→ **EXERCISE DIRECTIONS**
Would you restate the full listing word for word and omit its pictures?

*** Opening of THE DATA ***

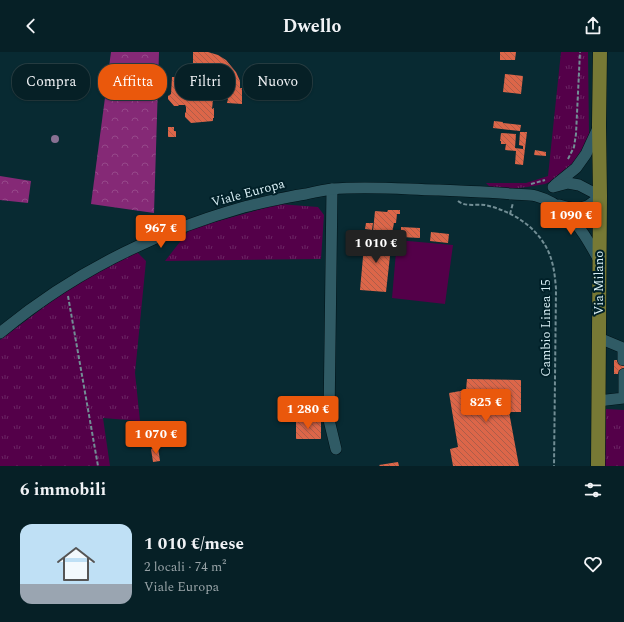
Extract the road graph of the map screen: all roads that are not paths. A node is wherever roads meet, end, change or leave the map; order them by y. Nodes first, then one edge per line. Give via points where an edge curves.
1 (600, 52) edge
2 (599, 125) junction
3 (550, 183) junction
4 (332, 189) junction
5 (533, 195) junction
6 (600, 196) junction
7 (552, 202) junction
8 (599, 260) junction
9 (0, 333) edge
10 (599, 338) junction
11 (623, 360) edge
12 (624, 374) edge
13 (598, 400) junction
14 (336, 449) dead end
15 (598, 466) edge

1 - 2 main road, Via Milano
2 - 3 street, Viale Europa via 586,154 576,168 566,177
2 - 6 main road, Via Milano
3 - 5 street, Viale Europa via 543,192
3 - 6 street via 579,185
4 - 5 street, Viale Europa via 446,190
4 - 9 street, Viale Europa via 257,204 200,221 137,246 66,285
4 - 14 street via 330,420
5 - 7 street, Viale Europa
6 - 7 street via 588,206 578,208 568,208
6 - 8 main road, Via Milano
7 - 8 street, Viale Europa via 577,224
8 - 10 main road, Via Milano
10 - 11 street via 623,348
10 - 13 main road, Via Milano
12 - 13 street via 624,398
13 - 15 main road, Via Milano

*** Close of THE DATA ***

→ **EXERCISE OUTPUT**
Extract the road graph of the map screen: all roads that are not paths. A node is wherever roads meet, end, change or leave the map; order them by y. Nodes first, then one edge per line. Give via points where an edge curves.
1 (600, 52) edge
2 (599, 125) junction
3 (550, 183) junction
4 (332, 189) junction
5 (533, 195) junction
6 (600, 196) junction
7 (552, 202) junction
8 (599, 260) junction
9 (0, 333) edge
10 (599, 338) junction
11 (623, 360) edge
12 (624, 374) edge
13 (598, 400) junction
14 (336, 449) dead end
15 (598, 466) edge

1 - 2 main road, Via Milano
2 - 3 street, Viale Europa via 586,154 576,168 566,177
2 - 6 main road, Via Milano
3 - 5 street, Viale Europa via 543,192
3 - 6 street via 579,185
4 - 5 street, Viale Europa via 446,190
4 - 9 street, Viale Europa via 257,204 200,221 137,246 66,285
4 - 14 street via 330,420
5 - 7 street, Viale Europa
6 - 7 street via 588,206 578,208 568,208
6 - 8 main road, Via Milano
7 - 8 street, Viale Europa via 577,224
8 - 10 main road, Via Milano
10 - 11 street via 623,348
10 - 13 main road, Via Milano
12 - 13 street via 624,398
13 - 15 main road, Via Milano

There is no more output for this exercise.